The results are published in Molecular Psychiatry.
"Microglia are not just passive immune cells but actively control anxiety-, grooming-, and obsessive-compulsive-related behaviors through specific molecular signals like calcium," explains Naveen Nagarajan, PhD, assistant professor of pediatrics at the Pediatric Research Institute at the University of Louisville and first author on the paper, who conducted this research during his postdoctoral work in Capecchi's lab. "This makes microglia a key target to understand and treat neuropsychiatric disorders."
Calcium signaling linked to anxiety-related behaviors
A specific group of microglia, called Hoxb8 microglia, seem to be able to trigger obsessive grooming anxiety-related behaviors in mice. When researchers used genetic tools combined with precise light-based cell stimulation to temporarily activate Hoxb8 microglia in a healthy mouse, the mice performed grooming and anxiety-like behaviors. But until now, scientists didn't know what was going on within Hoxb8 microglia cells that trigger these changes. Researchers found that calcium signaling within microglia is pivotal.
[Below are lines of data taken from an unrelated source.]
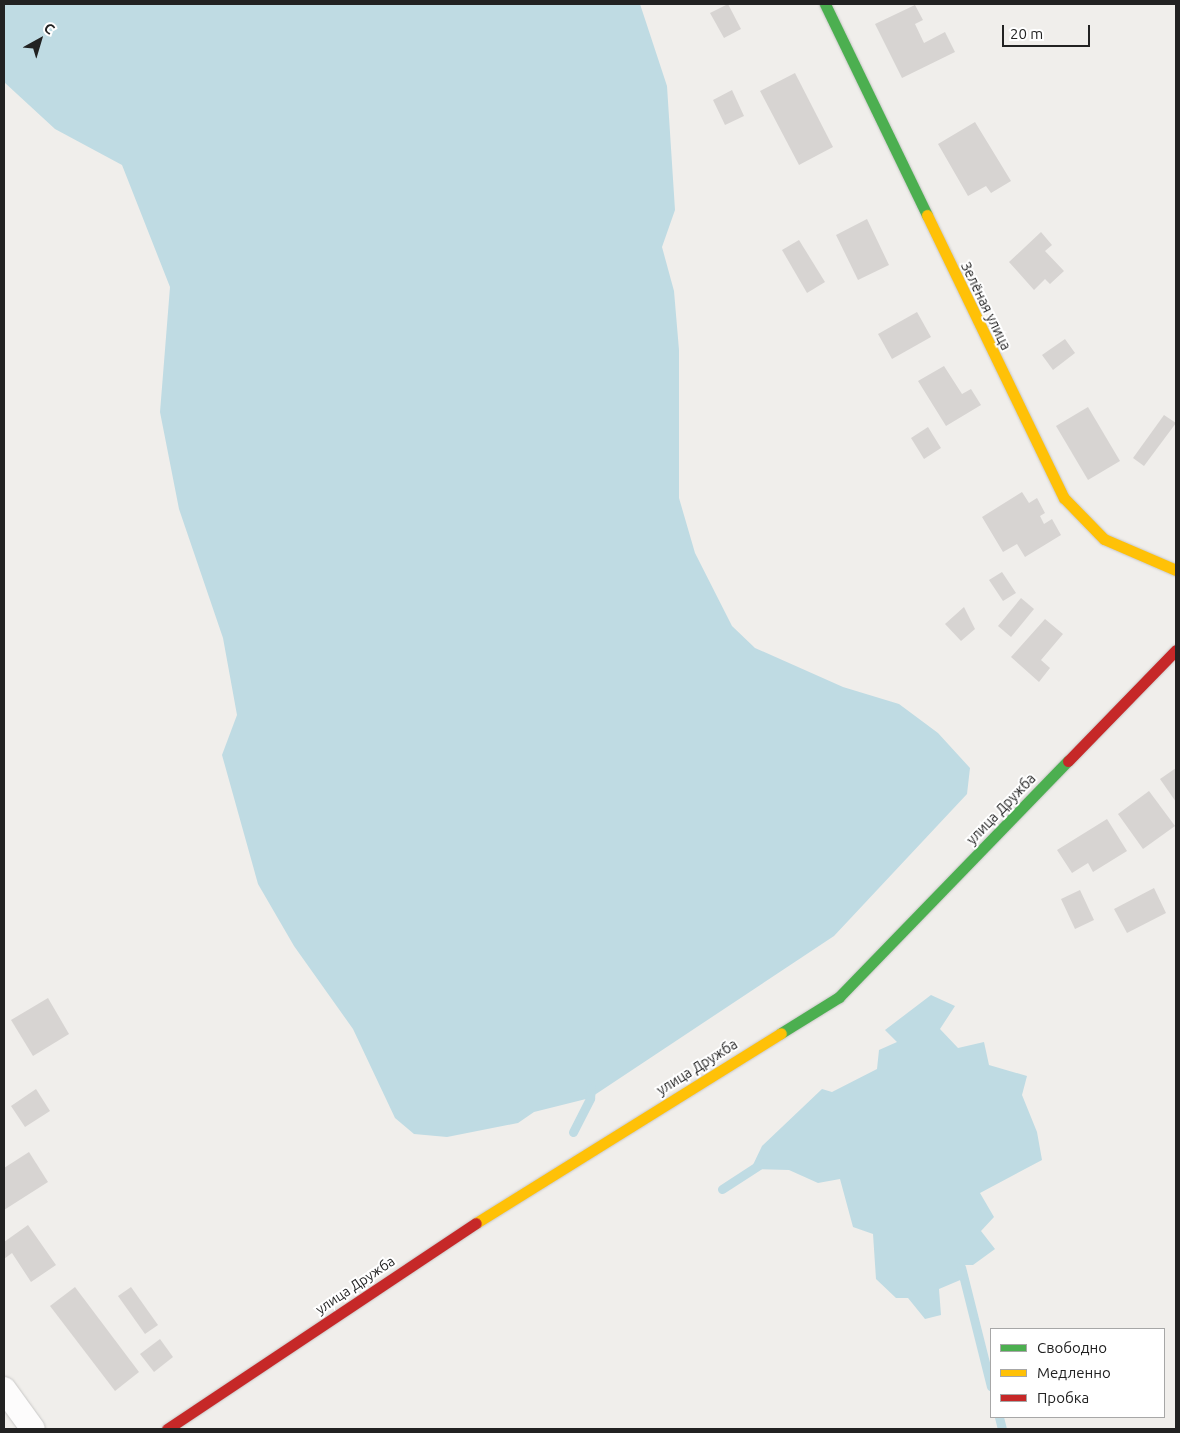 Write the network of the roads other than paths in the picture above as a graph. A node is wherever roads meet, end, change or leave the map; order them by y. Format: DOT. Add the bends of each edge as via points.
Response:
graph roads {
  1 [pos="825,4"];
  2 [pos="1176,570"];
  3 [pos="1176,650"];
  4 [pos="4,1389"];
  5 [pos="33,1429"];
  6 [pos="167,1429"];
  1 -- 2 [label="street, Зелёная улица" via="1064,498 1104,538"];
  3 -- 6 [label="street, улица Дружба" via="839,997 465,1230"];
  4 -- 5 [label="street"];
} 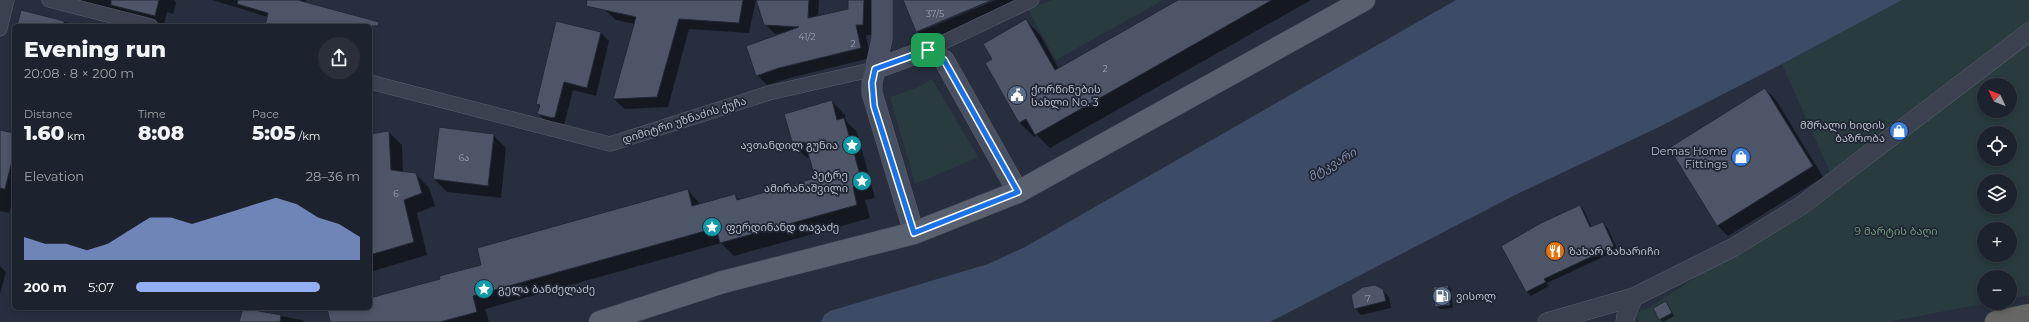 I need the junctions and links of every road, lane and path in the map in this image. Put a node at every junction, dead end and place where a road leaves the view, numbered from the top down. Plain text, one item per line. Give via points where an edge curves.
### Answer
1 (8, 0) edge
2 (49, 0) edge
3 (882, 0) edge
4 (1032, 0) edge
5 (1364, 0) edge
6 (143, 24) edge
7 (0, 29) edge
8 (2029, 32) edge
9 (882, 39) junction
10 (921, 52) junction
11 (875, 69) junction
12 (372, 83) edge
13 (1018, 192) junction
14 (914, 233) junction
15 (1634, 297) junction
16 (2029, 315) edge
17 (600, 322) edge
18 (1547, 322) edge
19 (1625, 322) edge
20 (1996, 322) edge

1 - 7 street
2 - 6 street
3 - 9 main road
4 - 10 street, დიმიტრი უზნაძის ქუჩა
5 - 13 main road
8 - 15 street via 1802,205 1734,247
9 - 10 main road via 890,45
9 - 11 main road
10 - 11 main road, დიმიტრი უზნაძის ქუჩა
10 - 13 main road via 944,60
11 - 12 street, დიმიტრი უზნაძის ქუჩა via 769,93 610,144
11 - 14 main road via 872,88 874,106
13 - 14 main road
14 - 17 main road via 723,282
15 - 18 street
15 - 19 street
16 - 20 highway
High levels of calcium within microglia act as a critical molecular signal that triggers obsessive grooming and anxiety, the researchers found. Calcium ions enable microglia cells to encode and transmit instructions that shape behavioral output. When normal mice performed grooming, freezing in place, or other anxiety-like behaviors, calcium levels spiked in Hoxb8 microglia. When the behaviors stopped, calcium returned to normal levels. In mice with chronic anxiety and OCSD, calcium is always high in Hoxb8 mutant microglia.
To figure out what was going on in microglia during anxiety and grooming behaviors, the research team used a combination of genetic tools and a miniaturized microscope half the size of a fingernail. Calcium signaling caused genetically engineered microglia to light up green, and the mini microscope watched as calcium levels changed within individual microglia cells for the first time in the brain in freely behaving mice.
Opening the door to new anxiety treatments
If drugs could be targeted to reduce overactive calcium signaling in Hoxb8 microglia, that could potentially provide a new avenue for treating anxiety disorders and OCSD. "Ultimately, this knowledge supports the development of targeted and potentially preventative therapies that are still missing in the clinical settings," Nagarajan says.
The researchers say that the implications of their discovery are far-reaching. Anxiety disorders and OCSD affect hundreds of millions of individuals worldwide and often co-occur with autism spectrum disorders. Current treatments, which tend to cause wide-scale modulation of chemicals related to neurons, don't work for everyone.
By identifying calcium within microglia as a central anxiety-regulating mechanism, this research opens the door to a new class of therapies that target the brain's immune cells and precisely modulate calcium signaling pathways. Such approaches may hold the potential for more effective, targeted, and durable treatments.
The researchers say that beyond their clinical impact, this work represents a turning point in how the brain is understood. Consistent with prior results, their work underscores that behaviors emerge not solely from neurons but from interactions between neural and immune systems. The researchers add that their findings bridge disciplines, uniting neuroscience, immunology, and psychiatry into a more integrated view of the human mind.
"This discovery compels us to rethink the fundamental architecture of brain function," Nagarajan says. "It uncovers a hidden layer of control that directly governs OCSD- and anxiety-related behavioral states and offers a new path toward understanding and treating psychiatric disease."